━━ Exercise input
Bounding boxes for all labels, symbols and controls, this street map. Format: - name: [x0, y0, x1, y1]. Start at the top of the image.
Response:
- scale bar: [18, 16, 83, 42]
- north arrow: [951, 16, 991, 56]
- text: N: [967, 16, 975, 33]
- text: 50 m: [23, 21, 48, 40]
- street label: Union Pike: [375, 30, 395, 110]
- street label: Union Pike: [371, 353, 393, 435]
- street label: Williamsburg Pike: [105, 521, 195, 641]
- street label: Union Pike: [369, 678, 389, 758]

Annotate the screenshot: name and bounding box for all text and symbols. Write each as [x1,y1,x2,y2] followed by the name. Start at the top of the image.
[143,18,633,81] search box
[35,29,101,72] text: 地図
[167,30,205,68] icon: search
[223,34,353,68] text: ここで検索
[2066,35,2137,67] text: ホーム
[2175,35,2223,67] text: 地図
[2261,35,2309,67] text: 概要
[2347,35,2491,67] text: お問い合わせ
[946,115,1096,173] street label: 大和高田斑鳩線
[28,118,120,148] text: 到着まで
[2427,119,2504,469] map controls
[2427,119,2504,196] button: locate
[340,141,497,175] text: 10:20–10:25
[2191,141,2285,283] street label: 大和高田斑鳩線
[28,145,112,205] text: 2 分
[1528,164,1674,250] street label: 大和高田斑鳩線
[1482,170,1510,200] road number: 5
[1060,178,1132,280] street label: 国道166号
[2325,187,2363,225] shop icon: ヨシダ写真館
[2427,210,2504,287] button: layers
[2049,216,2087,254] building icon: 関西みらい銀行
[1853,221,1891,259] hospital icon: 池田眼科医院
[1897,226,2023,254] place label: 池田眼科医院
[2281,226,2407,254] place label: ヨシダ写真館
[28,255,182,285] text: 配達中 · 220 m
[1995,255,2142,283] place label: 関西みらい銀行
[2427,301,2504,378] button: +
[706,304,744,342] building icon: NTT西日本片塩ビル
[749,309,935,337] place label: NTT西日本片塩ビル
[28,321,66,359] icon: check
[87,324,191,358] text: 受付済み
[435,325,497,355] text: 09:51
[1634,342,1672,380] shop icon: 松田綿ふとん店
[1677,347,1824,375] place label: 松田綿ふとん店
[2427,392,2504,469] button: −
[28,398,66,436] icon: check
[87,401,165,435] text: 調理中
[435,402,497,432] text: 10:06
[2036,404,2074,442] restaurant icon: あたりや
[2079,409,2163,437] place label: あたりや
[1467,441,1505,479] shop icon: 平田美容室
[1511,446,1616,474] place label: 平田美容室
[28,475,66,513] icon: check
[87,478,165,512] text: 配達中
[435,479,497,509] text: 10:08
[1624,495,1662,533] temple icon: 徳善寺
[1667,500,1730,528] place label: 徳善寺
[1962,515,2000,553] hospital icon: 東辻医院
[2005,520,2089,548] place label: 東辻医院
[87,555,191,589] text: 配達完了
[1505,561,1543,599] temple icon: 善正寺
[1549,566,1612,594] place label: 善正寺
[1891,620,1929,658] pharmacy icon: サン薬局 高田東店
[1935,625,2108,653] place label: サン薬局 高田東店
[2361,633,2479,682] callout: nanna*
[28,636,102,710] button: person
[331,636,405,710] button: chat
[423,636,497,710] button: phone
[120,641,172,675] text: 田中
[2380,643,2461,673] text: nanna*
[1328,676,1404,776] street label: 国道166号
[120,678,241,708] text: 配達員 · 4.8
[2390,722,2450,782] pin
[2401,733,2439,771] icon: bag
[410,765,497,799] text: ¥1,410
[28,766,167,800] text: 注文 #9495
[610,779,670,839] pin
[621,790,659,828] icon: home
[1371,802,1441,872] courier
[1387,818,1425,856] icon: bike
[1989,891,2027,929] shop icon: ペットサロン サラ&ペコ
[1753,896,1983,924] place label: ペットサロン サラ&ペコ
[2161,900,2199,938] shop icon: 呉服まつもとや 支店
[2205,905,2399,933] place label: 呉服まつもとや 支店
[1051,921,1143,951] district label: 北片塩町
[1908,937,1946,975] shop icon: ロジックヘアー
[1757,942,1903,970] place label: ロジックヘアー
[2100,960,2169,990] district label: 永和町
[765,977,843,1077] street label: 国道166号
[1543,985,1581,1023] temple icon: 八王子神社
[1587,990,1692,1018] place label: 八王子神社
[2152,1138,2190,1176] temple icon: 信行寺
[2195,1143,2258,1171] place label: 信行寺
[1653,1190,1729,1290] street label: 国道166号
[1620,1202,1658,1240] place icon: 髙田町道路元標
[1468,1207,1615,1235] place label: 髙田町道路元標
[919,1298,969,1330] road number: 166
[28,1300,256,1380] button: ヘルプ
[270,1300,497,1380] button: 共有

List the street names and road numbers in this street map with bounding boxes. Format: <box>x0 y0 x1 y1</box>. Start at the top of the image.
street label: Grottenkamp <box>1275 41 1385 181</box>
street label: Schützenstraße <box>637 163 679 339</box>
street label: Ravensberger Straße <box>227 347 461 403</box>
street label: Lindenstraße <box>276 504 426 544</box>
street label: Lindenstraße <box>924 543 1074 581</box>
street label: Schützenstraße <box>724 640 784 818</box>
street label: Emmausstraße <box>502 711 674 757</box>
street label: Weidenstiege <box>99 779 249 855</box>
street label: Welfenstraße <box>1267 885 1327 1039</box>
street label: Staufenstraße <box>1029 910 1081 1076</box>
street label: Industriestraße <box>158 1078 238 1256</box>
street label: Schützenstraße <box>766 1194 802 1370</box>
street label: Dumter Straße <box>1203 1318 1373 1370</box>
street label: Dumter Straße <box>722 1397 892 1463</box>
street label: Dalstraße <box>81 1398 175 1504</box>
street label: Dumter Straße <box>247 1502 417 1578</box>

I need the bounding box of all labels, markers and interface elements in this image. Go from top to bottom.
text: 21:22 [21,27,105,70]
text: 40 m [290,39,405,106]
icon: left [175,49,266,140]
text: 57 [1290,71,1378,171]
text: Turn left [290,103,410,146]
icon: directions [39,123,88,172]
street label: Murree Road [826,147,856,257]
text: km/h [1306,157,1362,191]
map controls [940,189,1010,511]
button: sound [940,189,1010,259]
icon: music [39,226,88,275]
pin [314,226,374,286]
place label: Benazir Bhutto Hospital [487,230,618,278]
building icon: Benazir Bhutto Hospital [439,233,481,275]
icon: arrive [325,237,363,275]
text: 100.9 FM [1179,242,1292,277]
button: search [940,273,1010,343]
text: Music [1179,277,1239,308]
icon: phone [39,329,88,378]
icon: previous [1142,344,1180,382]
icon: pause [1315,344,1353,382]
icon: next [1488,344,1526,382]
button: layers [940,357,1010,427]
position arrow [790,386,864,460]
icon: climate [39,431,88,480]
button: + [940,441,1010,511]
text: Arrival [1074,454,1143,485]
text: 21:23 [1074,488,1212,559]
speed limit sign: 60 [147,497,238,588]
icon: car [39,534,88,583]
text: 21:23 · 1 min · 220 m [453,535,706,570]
━━━━
• _Your task_:
For each line of the entries that includes "controls", show that line.

• _Response to this exercise_:
Bounding boxes for all labels, symbols and controls, this street map. Format: - name: [x0, y0, x1, y1]. Start at the top of the image.
[2427,119,2504,469] map controls
map controls [940,189,1010,511]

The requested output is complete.